The precise facts and circumstances surrounding the discovery of the Thruston Tablet are enduring mysteries in Tennessee archaeology.  One of these key mysteries is the exact year when the famous engraved stone was found. The other is a closely related mystery that also endures to this day——the inability of various researchers to read and understand the simple text about the Thruston Tablet in Antiquities of Tennessee (Thruston 1890). As a result, in various pieces of archaeological literature, one often sees the statement that the Thruston Tablet was discovered in 1878. I have seen it in both the professional and avocational archaeological literature. For example, while surfing the Internet just this evening, I ran into a Wikipedia article entitled “Castalian Springs Mound Site,” which discusses the archaeology and history of the Mississippian mound site at Castalian Springs, Tennessee.  Here is the salient quotation from that article:

Another more famous engraved stone, the Thruston tablet, was found a short distance away from Castalian Springs site in 1878 on the banks of Rocky Creek in what is now Trousdale County, Tennessee.

This brings us to the classic debate about the unreliability of information presented in Wikipedia articles, which we will now deftly sidestep to examine the specific veracity of the 1878 discovery date for the Thruston Tablet.

Here is the simple money quotation in Thruston (1890:91) that leads some archaeological researchers astray:

The stone was found on Rocky creek, in Sumner county, and was presented, with other relics, to the Tennessee Historical Society about twelve years ago. The society, at that time, not having sufficient room to exhibit its collections, the stone was packed away until 1886, when it was placed on exhibition at the new ‘Historical Rooms, in the Watkins Institute, in Nashville.

The reader should immediately notice that this quotation says absolutely nothing about the stone being discovered in 1878. Instead, it says the Thruston Tablet was presented (i.e., donated) to the Tennessee Historical Society “about twelve years ago.”  The first edition of Antiquities of Tennessee was published in 1890. Researchers get the 1878 discovery date by: (1) subtracting 12 years from 1890, (2) promptly ignoring the word “presented,” and (3) substituting their own word “found.” However, it is really not quite that straightforward. An errant assumption intervenes during this already errant thought process.

With no solid evidence for it at all, it is just assumed that the Thruston Tablet somehow must have been acquired by the Tennessee Historical Society shortly after it was first discovered in the field. You get the modern but errant thought process here:

The Thruston Tablet must have surely been found on a Sunday and just as surely must have been donated to the Tennessee Historical Society on the following Wednesday.

This is a classic example of unconsciously allowing a mental template of the idealized archaeological and museological present time to be inappropriately imposed on an analysis of the historical past.

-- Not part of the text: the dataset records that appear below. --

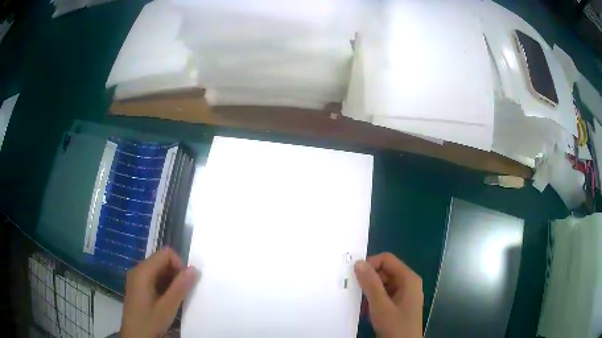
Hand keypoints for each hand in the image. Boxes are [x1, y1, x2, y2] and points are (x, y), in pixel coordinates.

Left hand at [121, 248, 198, 337]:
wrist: (135, 337)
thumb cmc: (149, 321)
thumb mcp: (167, 307)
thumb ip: (180, 287)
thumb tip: (195, 269)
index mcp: (143, 271)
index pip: (165, 254)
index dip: (179, 264)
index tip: (185, 283)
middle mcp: (138, 270)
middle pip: (161, 261)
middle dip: (175, 273)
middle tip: (182, 293)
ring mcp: (136, 278)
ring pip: (158, 270)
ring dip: (170, 280)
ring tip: (175, 298)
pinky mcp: (137, 287)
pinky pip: (153, 278)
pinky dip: (164, 285)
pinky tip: (167, 300)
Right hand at [354, 253, 422, 337]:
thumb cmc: (395, 326)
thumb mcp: (381, 306)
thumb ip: (370, 284)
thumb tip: (358, 263)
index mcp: (408, 278)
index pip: (386, 260)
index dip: (370, 264)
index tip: (355, 277)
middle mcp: (407, 282)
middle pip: (385, 271)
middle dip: (368, 279)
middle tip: (354, 291)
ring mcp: (404, 294)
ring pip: (382, 283)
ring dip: (369, 291)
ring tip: (360, 302)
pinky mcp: (399, 304)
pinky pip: (384, 294)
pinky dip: (373, 299)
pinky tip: (366, 310)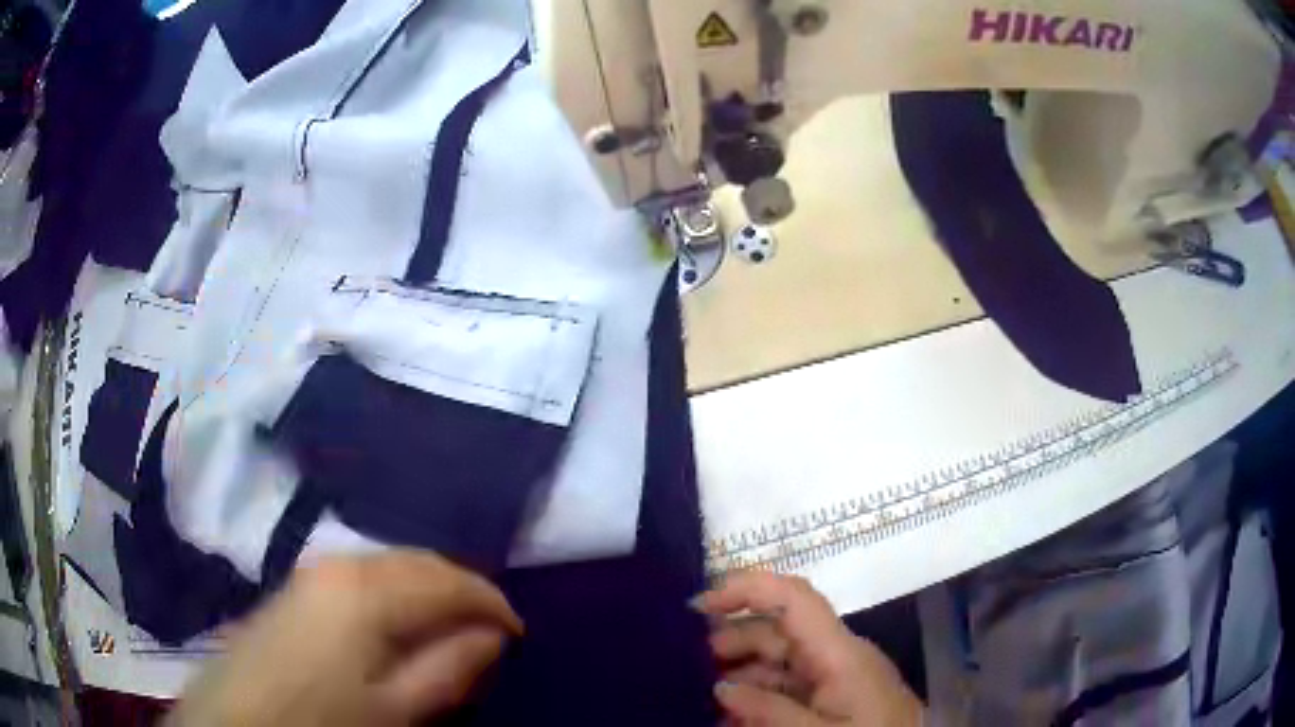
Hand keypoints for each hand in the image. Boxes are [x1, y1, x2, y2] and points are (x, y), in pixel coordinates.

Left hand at [167, 551, 522, 726]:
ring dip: (428, 590)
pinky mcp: (293, 589)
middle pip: (418, 562)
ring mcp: (310, 573)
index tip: (519, 633)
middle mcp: (339, 565)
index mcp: (367, 591)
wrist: (236, 722)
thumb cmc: (323, 723)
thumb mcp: (398, 711)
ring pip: (389, 566)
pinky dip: (394, 593)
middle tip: (491, 629)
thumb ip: (449, 669)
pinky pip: (361, 577)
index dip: (492, 604)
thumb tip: (491, 636)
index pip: (448, 581)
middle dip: (462, 591)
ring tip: (450, 627)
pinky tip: (399, 623)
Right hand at [697, 572, 922, 725]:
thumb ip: (769, 712)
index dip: (746, 588)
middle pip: (776, 631)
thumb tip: (722, 687)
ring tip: (698, 697)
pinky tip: (728, 717)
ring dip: (737, 676)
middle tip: (684, 669)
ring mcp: (833, 679)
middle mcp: (835, 656)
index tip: (698, 606)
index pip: (794, 598)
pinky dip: (755, 699)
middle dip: (729, 642)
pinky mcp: (832, 699)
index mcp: (839, 653)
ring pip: (776, 663)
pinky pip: (785, 689)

It would be really nice if people did find artifacts and donate them immediately to a historical society or museum, along with their documented provenience. Some people do. More often. I think it would be fair to say that most Americans over the past three centuries have found and kept such artifacts at their homes as beloved personal curios or collector items, retaining them into their senior years. If they were not sold to an interested buyer at some earlier point in time, most of these Native American artifacts were never donated to a historical society or museum until the owner’s old age or upon the owner’s death——or maybe had it done for them later by their legal heirs. In recent years and back then, the chances such artifacts were accompanied by detailed provenience notes are about as good as those for buying a winning Tennessee lottery ticket. Why one would expect and just assume that an average citizen or artifact collector would have behaved differently in 1878 is somewhat baffling to me.

Here is the bottom line. The Thruston Tablet was donated to the Tennessee Historical Society in about 1878. We have no reason to doubt Thruston on this point. However, we do not have a single, microscopic shred of physical, documentary, or circumstantial evidence that the Thruston Tablet was found in 1878. Any suggestion that it was found in 1878 is pure conjecture. It could have been found that year, but it could just as easily have been found and curated on someone’s farmstead for several decades prior to 1878. No one really knows, and we may never know the actual year when the Thruston Tablet was first discovered in the field.


Thruston, Gates P. 1890. Antiquities of Tennessee. Robert Clarke & Company, Cincinnati, Ohio.